It’s almost too hot to eat. Almost! But these light, delicious Nut-Stuffed Mushrooms will have you lunching alfresco in no time! #mushroomsforlunch #easycooking #easyeating #mushroomswitheverything #mushroomrecipes #weekendfood #supernutrition #shortcuts #comfortfoods #summer2019 #travelwithyourtastebuds #flexitariandiet #umami #blendability #relaxedeating #healthyeatinghabits #happyfriday #vegmeal #plantbased #stuffedmushrooms #mixednuts #nutstuffing


Nut-Stuffed Mushrooms

Serves 2


5 fresh Portobello mushrooms, cleaned and trimmed

1 large onion

2 garlic cloves

2 tsp canola/olive oil

60g mixed unsalted nuts like brazils, hazelnuts, almonds, walnuts

1 tbsp margarine

½ tsp dried thyme

½ tsp dried rosemary

1 tbsp chopped fresh herbs like parsley, fennel, dill, chives

salt and freshly ground black pepper, to taste



1 Cut the stems from the mushrooms and finely dice these along with 1 whole mushroom.

2 Preheat the oven to 200°C.

3 Finely dice the onion and crush the garlic cloves.

4 Place the onion and garlic in a saucepan with the canola/olive oil and sweat them in the oil until the onion is soft and beginning to brown. Add the chopped mushroom stalks and sweat the vegetables for a few more minutes.

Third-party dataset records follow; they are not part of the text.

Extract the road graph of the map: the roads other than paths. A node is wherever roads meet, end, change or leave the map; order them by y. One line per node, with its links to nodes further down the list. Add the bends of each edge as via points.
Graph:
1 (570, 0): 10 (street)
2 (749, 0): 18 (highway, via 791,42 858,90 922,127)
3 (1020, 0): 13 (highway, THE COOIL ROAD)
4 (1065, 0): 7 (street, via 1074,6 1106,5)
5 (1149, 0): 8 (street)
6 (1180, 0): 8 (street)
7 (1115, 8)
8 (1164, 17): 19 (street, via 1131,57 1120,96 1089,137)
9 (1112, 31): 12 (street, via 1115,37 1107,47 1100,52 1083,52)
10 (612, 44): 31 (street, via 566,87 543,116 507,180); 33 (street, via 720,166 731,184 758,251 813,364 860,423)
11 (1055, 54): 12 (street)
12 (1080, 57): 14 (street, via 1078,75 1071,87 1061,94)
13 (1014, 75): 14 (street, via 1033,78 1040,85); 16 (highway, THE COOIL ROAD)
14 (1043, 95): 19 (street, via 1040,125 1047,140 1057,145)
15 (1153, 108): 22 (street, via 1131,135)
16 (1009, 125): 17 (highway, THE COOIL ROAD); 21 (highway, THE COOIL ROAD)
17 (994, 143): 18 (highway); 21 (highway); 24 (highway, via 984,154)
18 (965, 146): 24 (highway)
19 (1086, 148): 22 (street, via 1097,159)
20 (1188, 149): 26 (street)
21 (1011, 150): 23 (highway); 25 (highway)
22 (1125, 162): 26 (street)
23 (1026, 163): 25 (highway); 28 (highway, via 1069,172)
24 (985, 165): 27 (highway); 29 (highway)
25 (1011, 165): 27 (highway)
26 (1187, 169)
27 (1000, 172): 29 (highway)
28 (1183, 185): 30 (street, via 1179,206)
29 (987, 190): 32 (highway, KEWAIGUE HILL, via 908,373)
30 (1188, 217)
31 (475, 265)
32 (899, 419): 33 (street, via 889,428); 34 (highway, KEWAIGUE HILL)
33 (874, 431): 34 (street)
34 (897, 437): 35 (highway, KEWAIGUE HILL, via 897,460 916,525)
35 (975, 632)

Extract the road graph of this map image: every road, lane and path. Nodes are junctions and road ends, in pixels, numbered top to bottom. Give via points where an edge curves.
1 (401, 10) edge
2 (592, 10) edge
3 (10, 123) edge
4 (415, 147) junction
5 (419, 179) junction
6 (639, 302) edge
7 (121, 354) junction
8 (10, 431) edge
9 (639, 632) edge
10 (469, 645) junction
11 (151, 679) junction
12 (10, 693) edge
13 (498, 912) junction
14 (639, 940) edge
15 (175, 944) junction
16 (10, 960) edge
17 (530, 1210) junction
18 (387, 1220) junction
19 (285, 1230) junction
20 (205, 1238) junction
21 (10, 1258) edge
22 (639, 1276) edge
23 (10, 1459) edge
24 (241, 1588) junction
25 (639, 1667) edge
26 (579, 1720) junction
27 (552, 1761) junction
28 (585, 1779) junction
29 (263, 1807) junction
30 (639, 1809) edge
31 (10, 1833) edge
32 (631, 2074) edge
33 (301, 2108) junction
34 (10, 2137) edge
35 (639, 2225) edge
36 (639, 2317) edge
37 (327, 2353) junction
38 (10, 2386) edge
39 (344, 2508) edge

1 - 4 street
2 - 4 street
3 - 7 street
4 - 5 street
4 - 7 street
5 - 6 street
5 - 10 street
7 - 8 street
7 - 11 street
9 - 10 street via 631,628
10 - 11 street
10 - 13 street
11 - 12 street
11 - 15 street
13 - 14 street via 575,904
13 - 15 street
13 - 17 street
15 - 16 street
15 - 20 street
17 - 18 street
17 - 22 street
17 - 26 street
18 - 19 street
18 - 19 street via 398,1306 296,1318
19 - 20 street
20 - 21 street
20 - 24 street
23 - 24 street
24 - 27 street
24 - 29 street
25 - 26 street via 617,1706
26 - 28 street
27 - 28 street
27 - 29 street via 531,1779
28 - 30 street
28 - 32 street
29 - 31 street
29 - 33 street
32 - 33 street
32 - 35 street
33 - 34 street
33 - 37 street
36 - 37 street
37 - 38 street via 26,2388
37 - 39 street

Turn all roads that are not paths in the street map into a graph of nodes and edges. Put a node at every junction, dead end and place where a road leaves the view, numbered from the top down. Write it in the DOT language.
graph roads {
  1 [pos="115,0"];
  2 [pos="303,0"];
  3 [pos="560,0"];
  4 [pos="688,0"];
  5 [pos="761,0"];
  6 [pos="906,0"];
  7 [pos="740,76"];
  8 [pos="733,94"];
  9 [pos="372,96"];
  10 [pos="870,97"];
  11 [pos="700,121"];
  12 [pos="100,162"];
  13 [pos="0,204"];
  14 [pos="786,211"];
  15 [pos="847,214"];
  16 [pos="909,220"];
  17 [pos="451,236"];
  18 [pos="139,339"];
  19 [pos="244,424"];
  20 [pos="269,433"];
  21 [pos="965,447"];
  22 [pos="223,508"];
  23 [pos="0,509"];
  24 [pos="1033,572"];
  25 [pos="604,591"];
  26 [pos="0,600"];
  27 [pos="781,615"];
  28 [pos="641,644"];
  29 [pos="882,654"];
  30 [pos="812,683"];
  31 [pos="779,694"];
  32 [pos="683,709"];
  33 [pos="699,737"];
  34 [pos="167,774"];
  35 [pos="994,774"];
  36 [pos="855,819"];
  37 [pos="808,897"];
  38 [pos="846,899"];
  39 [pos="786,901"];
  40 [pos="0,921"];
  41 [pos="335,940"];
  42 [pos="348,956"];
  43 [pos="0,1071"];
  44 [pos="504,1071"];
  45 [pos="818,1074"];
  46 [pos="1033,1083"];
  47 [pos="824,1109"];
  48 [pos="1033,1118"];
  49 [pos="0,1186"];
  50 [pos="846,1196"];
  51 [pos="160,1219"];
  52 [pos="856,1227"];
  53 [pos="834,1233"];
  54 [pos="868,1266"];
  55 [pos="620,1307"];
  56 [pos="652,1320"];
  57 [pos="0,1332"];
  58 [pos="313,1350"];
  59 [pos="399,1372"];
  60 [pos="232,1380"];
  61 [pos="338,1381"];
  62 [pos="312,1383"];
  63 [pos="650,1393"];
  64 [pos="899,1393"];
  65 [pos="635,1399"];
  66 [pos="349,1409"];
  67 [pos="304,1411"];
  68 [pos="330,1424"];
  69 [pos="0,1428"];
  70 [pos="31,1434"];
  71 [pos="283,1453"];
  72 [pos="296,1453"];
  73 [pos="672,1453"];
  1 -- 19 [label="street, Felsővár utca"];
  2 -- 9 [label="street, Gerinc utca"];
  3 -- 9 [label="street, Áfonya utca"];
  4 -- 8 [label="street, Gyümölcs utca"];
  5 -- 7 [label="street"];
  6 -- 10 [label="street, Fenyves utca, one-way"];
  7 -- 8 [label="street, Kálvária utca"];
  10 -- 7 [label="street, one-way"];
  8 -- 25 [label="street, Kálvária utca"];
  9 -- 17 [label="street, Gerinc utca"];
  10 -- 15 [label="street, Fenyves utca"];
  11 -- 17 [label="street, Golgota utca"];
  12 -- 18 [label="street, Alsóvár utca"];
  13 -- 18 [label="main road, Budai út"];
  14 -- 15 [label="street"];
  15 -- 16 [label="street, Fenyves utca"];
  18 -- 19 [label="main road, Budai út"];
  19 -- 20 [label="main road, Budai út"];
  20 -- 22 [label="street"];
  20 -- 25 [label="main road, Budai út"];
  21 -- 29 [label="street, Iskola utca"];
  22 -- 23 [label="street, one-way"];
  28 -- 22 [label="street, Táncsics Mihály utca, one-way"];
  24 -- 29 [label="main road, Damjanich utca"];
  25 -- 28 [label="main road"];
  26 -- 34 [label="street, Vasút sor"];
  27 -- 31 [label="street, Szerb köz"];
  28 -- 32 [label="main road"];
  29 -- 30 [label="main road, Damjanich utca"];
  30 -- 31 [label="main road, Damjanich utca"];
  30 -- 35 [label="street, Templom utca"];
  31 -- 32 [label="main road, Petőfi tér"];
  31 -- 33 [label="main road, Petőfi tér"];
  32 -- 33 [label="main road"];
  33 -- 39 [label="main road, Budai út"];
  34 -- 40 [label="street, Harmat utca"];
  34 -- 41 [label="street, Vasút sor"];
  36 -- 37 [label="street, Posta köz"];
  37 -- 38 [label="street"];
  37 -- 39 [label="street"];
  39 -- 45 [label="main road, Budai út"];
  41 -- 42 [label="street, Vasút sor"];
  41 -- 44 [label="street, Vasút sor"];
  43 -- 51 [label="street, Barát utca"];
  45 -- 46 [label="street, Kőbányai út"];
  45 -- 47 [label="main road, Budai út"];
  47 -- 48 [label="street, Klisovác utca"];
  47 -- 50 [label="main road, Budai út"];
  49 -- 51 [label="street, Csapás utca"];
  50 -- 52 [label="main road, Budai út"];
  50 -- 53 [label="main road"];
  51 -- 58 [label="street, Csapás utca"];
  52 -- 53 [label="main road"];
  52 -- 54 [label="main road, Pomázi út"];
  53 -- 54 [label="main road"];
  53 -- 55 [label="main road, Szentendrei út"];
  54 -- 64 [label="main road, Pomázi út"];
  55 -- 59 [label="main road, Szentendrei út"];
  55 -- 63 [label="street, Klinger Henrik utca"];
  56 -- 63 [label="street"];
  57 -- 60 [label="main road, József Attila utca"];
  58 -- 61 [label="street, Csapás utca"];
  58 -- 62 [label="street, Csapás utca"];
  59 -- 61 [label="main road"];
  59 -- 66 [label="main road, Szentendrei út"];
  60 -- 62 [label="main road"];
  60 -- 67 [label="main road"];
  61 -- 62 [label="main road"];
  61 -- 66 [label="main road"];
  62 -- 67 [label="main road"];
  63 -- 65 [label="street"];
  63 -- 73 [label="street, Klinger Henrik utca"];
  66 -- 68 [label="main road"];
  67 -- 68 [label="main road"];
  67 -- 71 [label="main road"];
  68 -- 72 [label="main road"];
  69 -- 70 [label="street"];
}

5 Lightly toast the mixed nuts in a medium oven and remove the skins.

6 Grind the mixed nuts fairly finely in a food processor or using a mortar and pestle and add to the pan along with the margarine, dried herbs, fresh herbs and salt and pepper to taste. Mix to combine.

7 Place the whole mushrooms, stem side up, on a baking tray. Divide the mixture between the mushrooms and spread over the surface of each one.

8 Bake in the oven for 5-8 minutes or until the tops are beginning to brown and the mushrooms are just cooked. Serve 2 mushrooms on each plate along with a salad.